Inpainting missing data

Missing data in an image can be an issue, especially when one wants to perform Fourier analysis. This tutorial explains how to fill-up missing pixels with values which looks “realistic” and introduce as little perturbation as possible for subsequent analysis. The user should keep the mask nearby and only consider the values of actual pixels and never the one inpainted.

This tutorial will use fully synthetic data to allow comparison between actual (syntetic) data with inpainted values.

The first part of the tutorial is about the generation of a challenging 2D diffraction image with realistic noise and to describe the metric used, then comes the actual tutorial on how to use the inpainting. Finally a benchmark is used based on the metric determined.

Creation of the image

A realistic challenging image should contain:

  • Bragg peak rings.
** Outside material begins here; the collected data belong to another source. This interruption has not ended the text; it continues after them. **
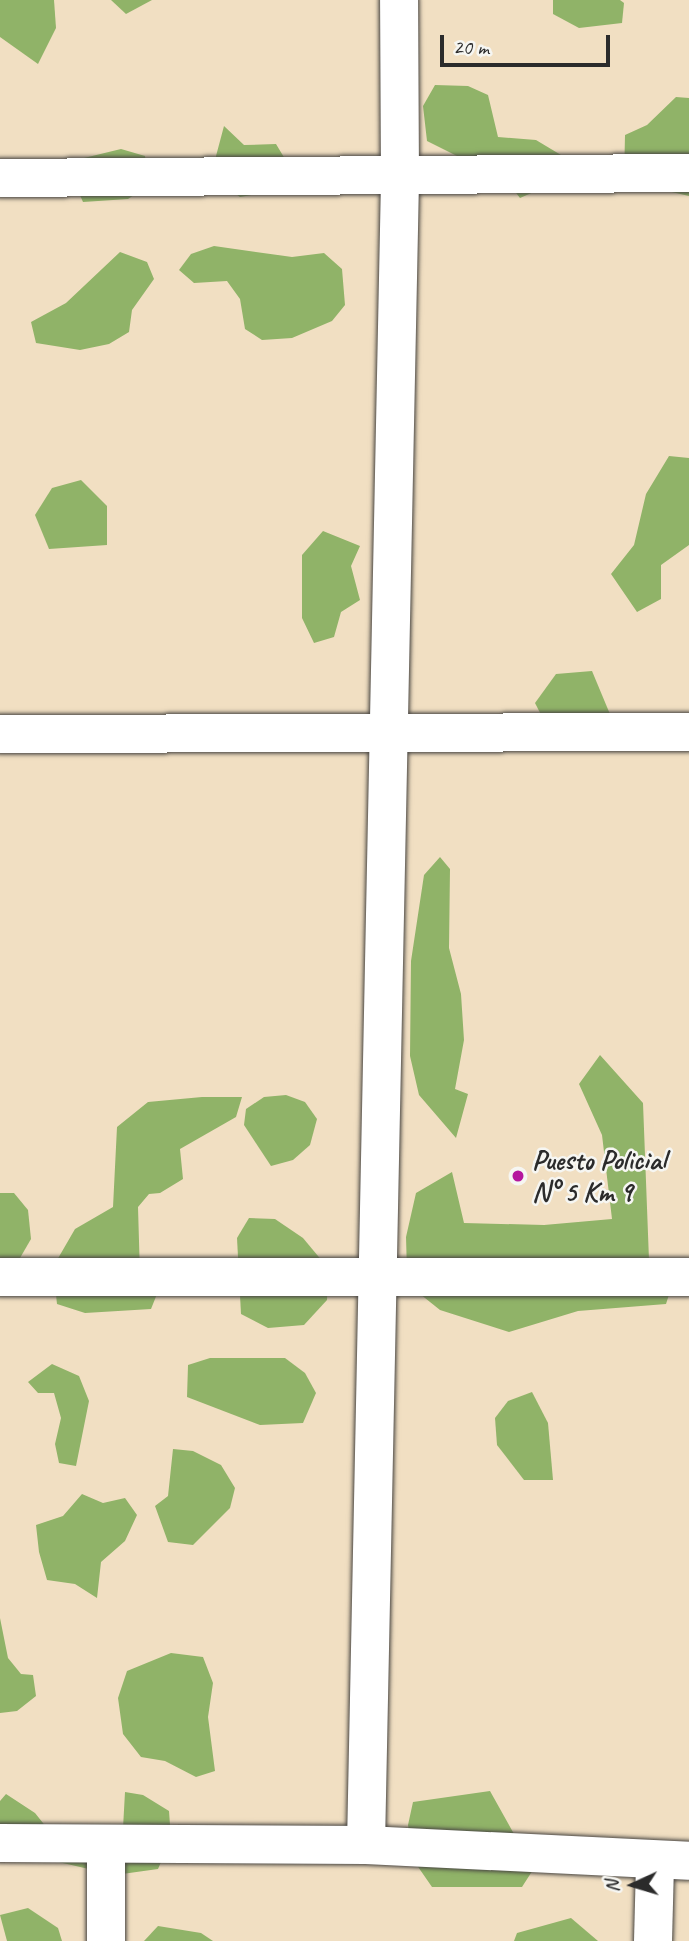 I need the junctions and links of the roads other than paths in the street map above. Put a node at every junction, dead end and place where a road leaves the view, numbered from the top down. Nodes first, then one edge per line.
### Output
1 (399, 0) edge
2 (689, 173) edge
3 (0, 178) edge
4 (400, 178) junction
5 (689, 732) edge
6 (387, 733) junction
7 (0, 734) edge
8 (0, 1277) edge
9 (689, 1277) edge
10 (377, 1279) junction
11 (0, 1843) edge
12 (366, 1845) junction
13 (106, 1846) junction
14 (672, 1862) edge
15 (106, 1941) edge
16 (653, 1941) edge

1 - 4 street
2 - 4 street
3 - 4 street
4 - 6 street
5 - 6 street
6 - 7 street
6 - 10 street
8 - 10 street
9 - 10 street
10 - 12 street
11 - 13 street
12 - 13 street
12 - 14 street
13 - 15 street
14 - 16 street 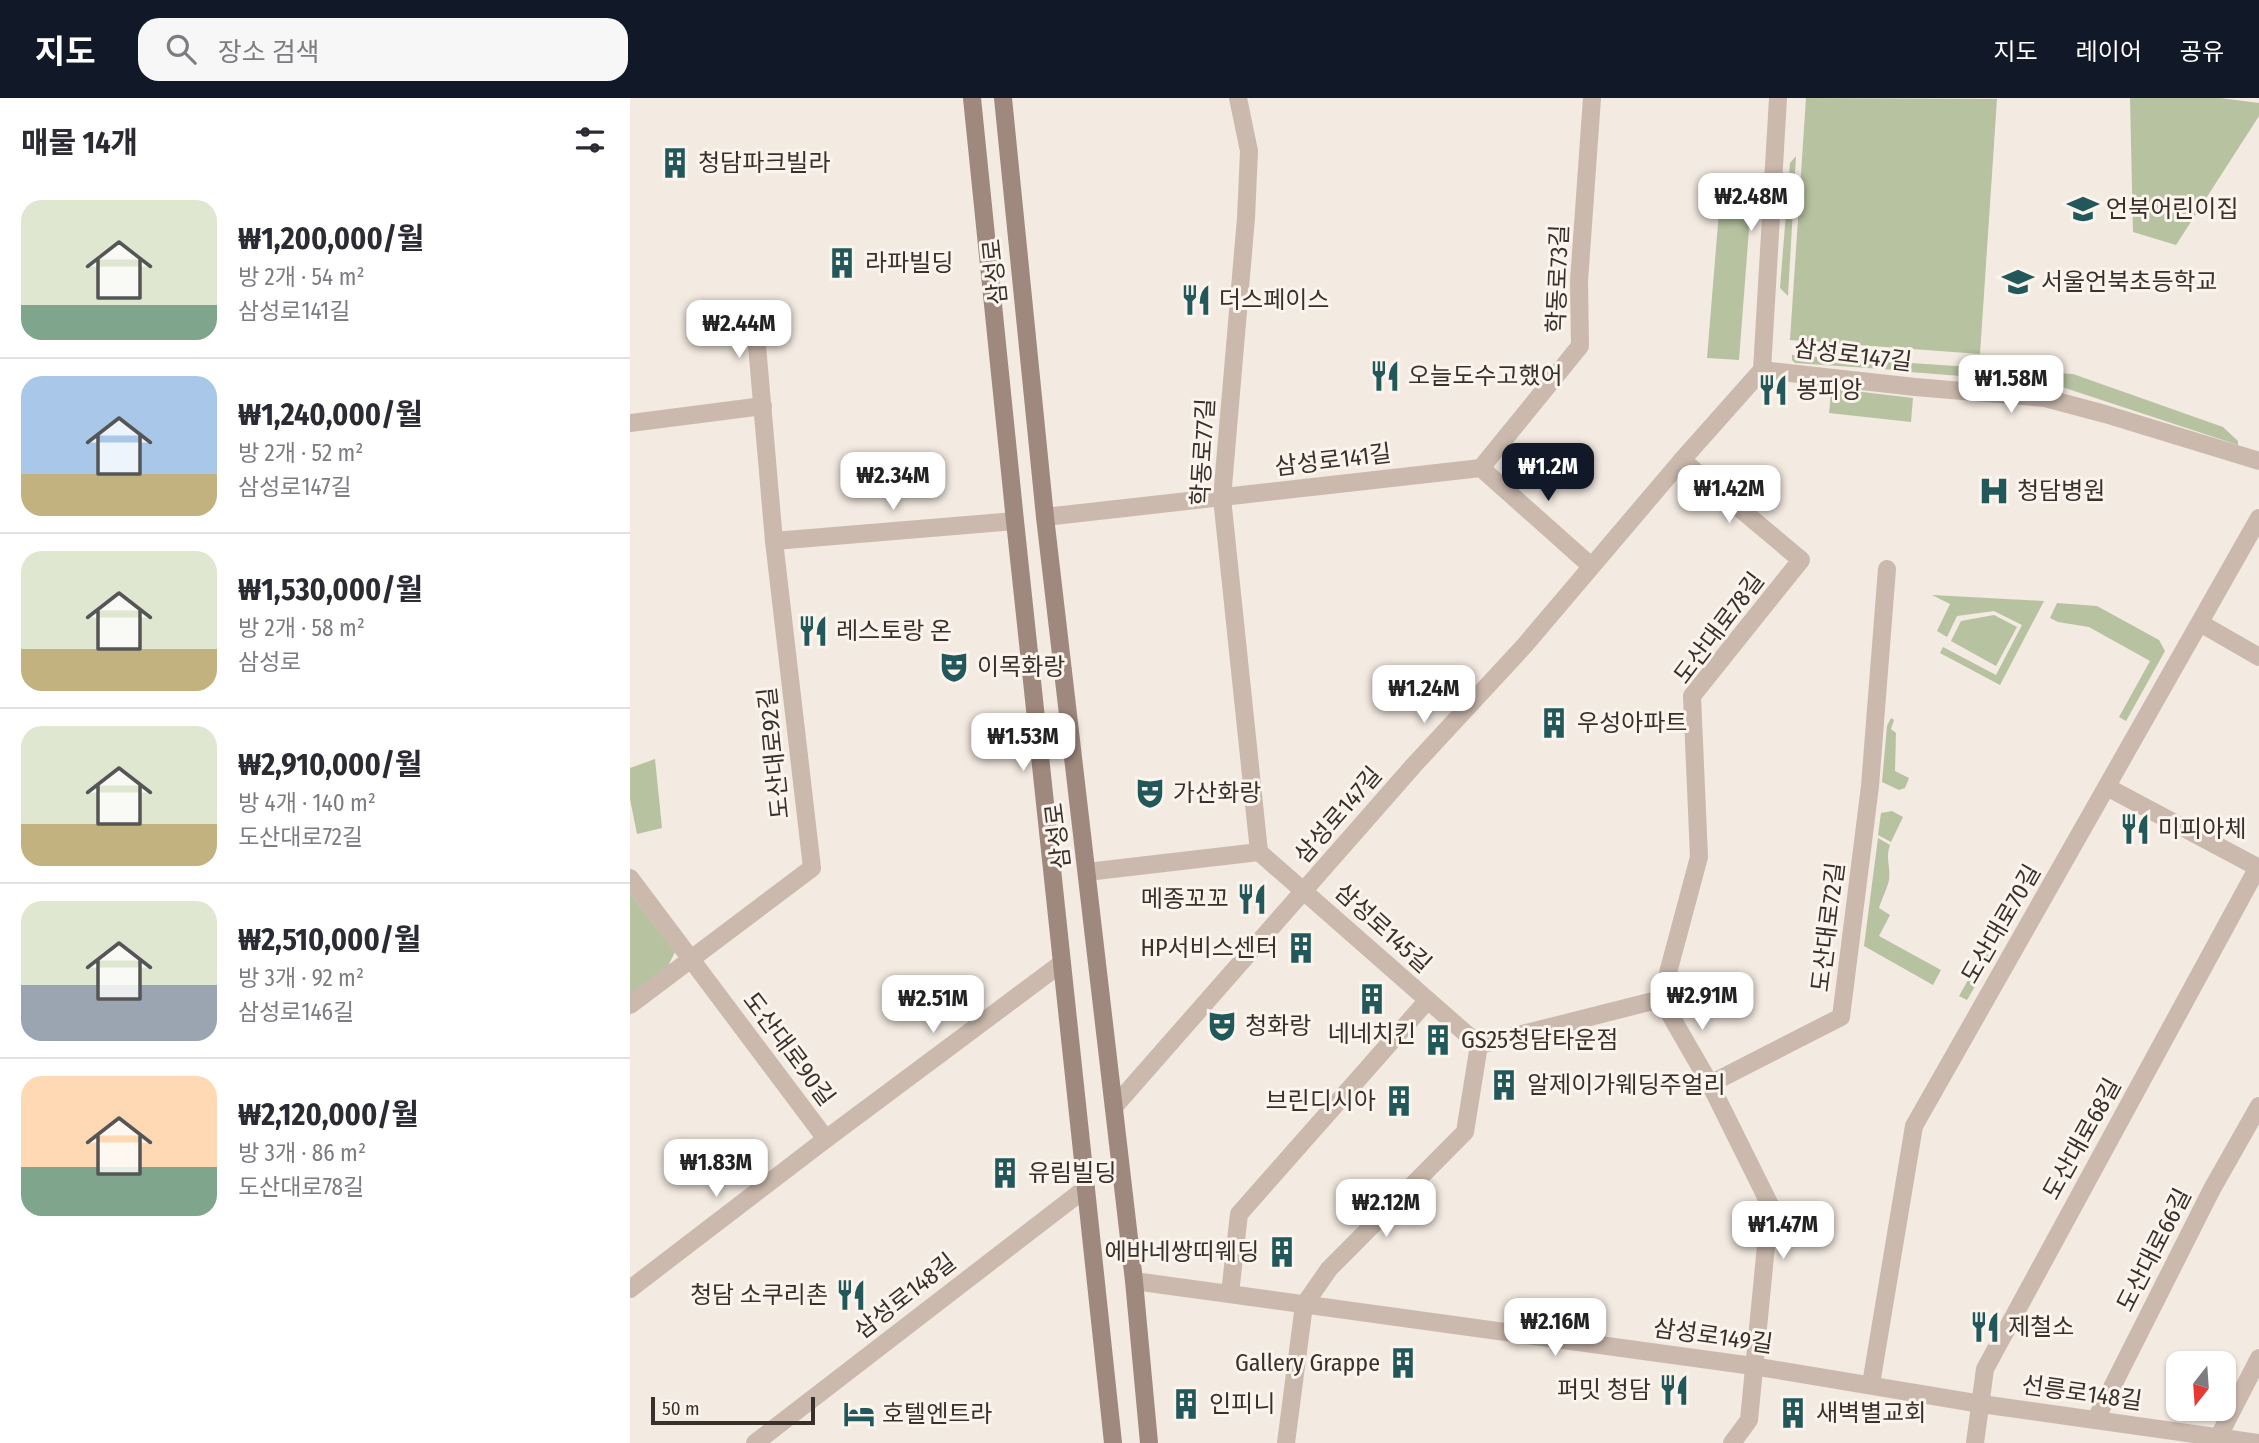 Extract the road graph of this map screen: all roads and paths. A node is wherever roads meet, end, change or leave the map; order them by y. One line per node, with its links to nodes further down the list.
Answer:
1 (972, 98): 16 (main road, 삼성로)
2 (1003, 98): 14 (main road, 삼성로)
3 (1238, 98): 13 (street, 학동로77길)
4 (1592, 98): 12 (street, 학동로73길)
5 (1778, 98): 7 (street)
6 (754, 311): 8 (street, 도산대로92길)
7 (1762, 370): 10 (street, 삼성로147길); 11 (street, 삼성로147길)
8 (763, 405): 9 (street); 17 (street, 도산대로92길)
9 (630, 423)
10 (1682, 460): 18 (street, 삼성로147길); 30 (street, 도산대로78길)
11 (2259, 461)
12 (1480, 468): 13 (street, 삼성로141길); 18 (street)
13 (1222, 498): 14 (street, 삼성로141길); 23 (street, 학동로77길)
14 (1045, 517): 25 (main road, 삼성로)
15 (2259, 518): 20 (street, 도산대로70길)
16 (1015, 521): 17 (street); 29 (main road, 삼성로)
17 (774, 541): 28 (street, 도산대로92길)
18 (1591, 566): 27 (street, 삼성로147길)
19 (1887, 569): 34 (street, 도산대로72길)
20 (2200, 623): 21 (street); 22 (street, 도산대로70길)
21 (2259, 657)
22 (2107, 787): 24 (street); 45 (street, 도산대로70길)
23 (1259, 852): 25 (street); 27 (street, 삼성로145길)
24 (2259, 868): 46 (street, 도산대로68길)
25 (1087, 872): 36 (main road, 삼성로)
26 (630, 878): 28 (street, 도산대로90길)
27 (1305, 891): 31 (street, 삼성로145길); 36 (street, 삼성로147길)
28 (690, 959): 32 (street, 도산대로92길); 37 (street, 도산대로90길)
29 (1062, 963): 37 (street); 38 (main road, 삼성로)
30 (1661, 999): 33 (street); 34 (street)
31 (1427, 1001): 33 (street, 삼성로145길); 41 (street)
32 (630, 1005)
33 (1479, 1045): 42 (street)
34 (1710, 1084): 44 (street)
35 (2259, 1106): 47 (street, 도산대로66길)
36 (1114, 1107): 39 (main road, 삼성로)
37 (826, 1139): 40 (street, 도산대로90길)
38 (1086, 1188): 49 (street, 삼성로148길); 50 (main road, 삼성로)
39 (1135, 1281): 41 (street, 삼성로149길); 51 (main road, 삼성로)
40 (630, 1289)
41 (1230, 1293): 42 (street, 삼성로149길)
42 (1304, 1305): 44 (street, 삼성로149길); 52 (street)
43 (2259, 1358): 48 (street)
44 (1753, 1366): 45 (street, 삼성로149길); 53 (street)
45 (1871, 1384): 46 (street, 삼성로149길)
46 (1981, 1404): 47 (street, 선릉로148길); 54 (street, 도산대로68길)
47 (2096, 1419): 48 (street, 선릉로148길)
48 (2218, 1438): 55 (street, 선릉로148길)
49 (755, 1443)
50 (1113, 1443)
51 (1149, 1443)
52 (1286, 1443)
53 (1732, 1443)
54 (1975, 1443)
55 (2258, 1443)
We chose LaB6 as guinea-pig, with very sharp peaks, at the limit of the resolution of the detector

  • Some amorphous content

  • strong polarization effect

  • Poissonian noise

One image will be generated but then multiple ones with different noise to discriminate the effect of the noise from other effects.

[1]:
%matplotlib inline
# Used for documentation to inline plots into notebook
# %matplotlib widget
# uncomment the later for better UI
from matplotlib.pyplot import subplots
import numpy
[2]:
import pyFAI
print("Using pyFAI version: ", pyFAI.version)
from pyFAI.azimuthalIntegrator import AzimuthalIntegrator
from pyFAI.gui import jupyter
import pyFAI.test.utilstest
from pyFAI.calibrant import get_calibrant
import time
start_time = time.perf_counter()
Using pyFAI version:  2023.10.0-dev0
[3]:
detector = pyFAI.detector_factory("Pilatus2MCdTe")
mask = detector.mask.copy()
nomask = numpy.zeros_like(mask)
detector.mask=nomask
ai = AzimuthalIntegrator(detector=detector)
ai.setFit2D(200, 200, 200)
ai.wavelength = 3e-11
print(ai)
Detector Pilatus CdTe 2M         PixelSize= 1.720e-04, 1.720e-04 m
Wavelength= 3.000000e-11 m
SampleDetDist= 2.000000e-01 m   PONI= 3.440000e-02, 3.440000e-02 m      rot1=0.000000  rot2=0.000000  rot3=0.000000 rad
DirectBeamDist= 200.000 mm      Center: x=200.000, y=200.000 pix        Tilt= 0.000° tiltPlanRotation= 0.000° 𝛌= 0.300Å
[4]:
LaB6 = get_calibrant("LaB6")
LaB6.wavelength = ai.wavelength
print(LaB6)
r = ai.array_from_unit(unit="q_nm^-1")
decay_b = numpy.exp(-(r-50)**2/2000)
bragg = LaB6.fake_calibration_image(ai, Imax=1e4, W=1e-6) * ai.polarization(factor=1.0) * decay_b
decay_a = numpy.exp(-r/100)
amorphous = 1000*ai.polarization(factor=1.0)*ai.solidAngleArray() * decay_a
img_nomask = bragg + amorphous
#Not the same noise function for all images two images
img_nomask = numpy.random.poisson(img_nomask)
img_nomask2 = numpy.random.poisson(img_nomask)
img = numpy.random.poisson(img_nomask)
img[numpy.where(mask)] = -1
fig,ax = subplots(1,2, figsize=(10,5))
jupyter.display(img=img, label="With mask", ax=ax[0])
jupyter.display(img=img_nomask, label="Without mask", ax=ax[1])
LaB6 Calibrant with 640 reflections at wavelength 3e-11
[4]:
<Axes: title={'center': 'Without mask'}>
../../../_images/usage_tutorial_Inpainting_Inpainting_4_2.png

Note the aliassing effect on the displayed images.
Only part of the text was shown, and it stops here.